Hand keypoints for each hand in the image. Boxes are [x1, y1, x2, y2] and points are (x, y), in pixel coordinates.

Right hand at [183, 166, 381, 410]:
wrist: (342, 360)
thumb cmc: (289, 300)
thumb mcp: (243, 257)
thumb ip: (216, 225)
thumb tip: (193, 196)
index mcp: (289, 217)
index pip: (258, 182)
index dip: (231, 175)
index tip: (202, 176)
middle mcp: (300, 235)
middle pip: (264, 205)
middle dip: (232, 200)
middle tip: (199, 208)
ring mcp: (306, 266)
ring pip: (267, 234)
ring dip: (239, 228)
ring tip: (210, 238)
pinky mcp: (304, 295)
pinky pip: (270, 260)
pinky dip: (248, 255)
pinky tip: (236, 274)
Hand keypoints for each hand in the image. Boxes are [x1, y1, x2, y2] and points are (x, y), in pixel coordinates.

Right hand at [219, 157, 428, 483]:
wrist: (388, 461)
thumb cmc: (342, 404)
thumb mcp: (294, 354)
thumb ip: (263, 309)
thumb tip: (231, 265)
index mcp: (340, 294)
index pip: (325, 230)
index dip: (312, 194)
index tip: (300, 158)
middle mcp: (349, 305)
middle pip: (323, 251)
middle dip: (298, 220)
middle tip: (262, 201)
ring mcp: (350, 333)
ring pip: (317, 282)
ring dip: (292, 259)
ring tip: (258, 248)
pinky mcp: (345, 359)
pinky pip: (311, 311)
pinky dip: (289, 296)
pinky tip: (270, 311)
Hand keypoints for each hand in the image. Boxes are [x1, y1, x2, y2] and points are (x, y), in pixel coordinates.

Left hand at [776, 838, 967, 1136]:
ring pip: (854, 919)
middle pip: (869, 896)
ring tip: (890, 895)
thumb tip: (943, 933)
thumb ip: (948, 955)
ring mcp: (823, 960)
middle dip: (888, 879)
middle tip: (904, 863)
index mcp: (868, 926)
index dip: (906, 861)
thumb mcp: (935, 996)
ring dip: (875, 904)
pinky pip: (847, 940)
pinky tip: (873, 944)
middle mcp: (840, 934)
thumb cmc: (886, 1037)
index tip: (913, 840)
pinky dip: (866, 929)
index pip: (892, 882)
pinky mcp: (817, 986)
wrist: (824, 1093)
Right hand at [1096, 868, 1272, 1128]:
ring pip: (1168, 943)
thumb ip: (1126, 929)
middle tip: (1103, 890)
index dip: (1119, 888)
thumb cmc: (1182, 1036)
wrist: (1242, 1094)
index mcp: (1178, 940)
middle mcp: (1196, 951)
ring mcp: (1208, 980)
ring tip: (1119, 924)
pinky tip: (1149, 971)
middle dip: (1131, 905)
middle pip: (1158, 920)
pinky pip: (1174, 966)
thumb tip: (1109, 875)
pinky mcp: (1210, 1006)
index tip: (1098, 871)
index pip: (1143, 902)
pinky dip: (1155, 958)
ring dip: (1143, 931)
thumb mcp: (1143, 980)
#####
_Exercise aim_.
What is needed is the number of lines in the records that contain the string "Right", stated with nothing else.

_Output for this task_.
3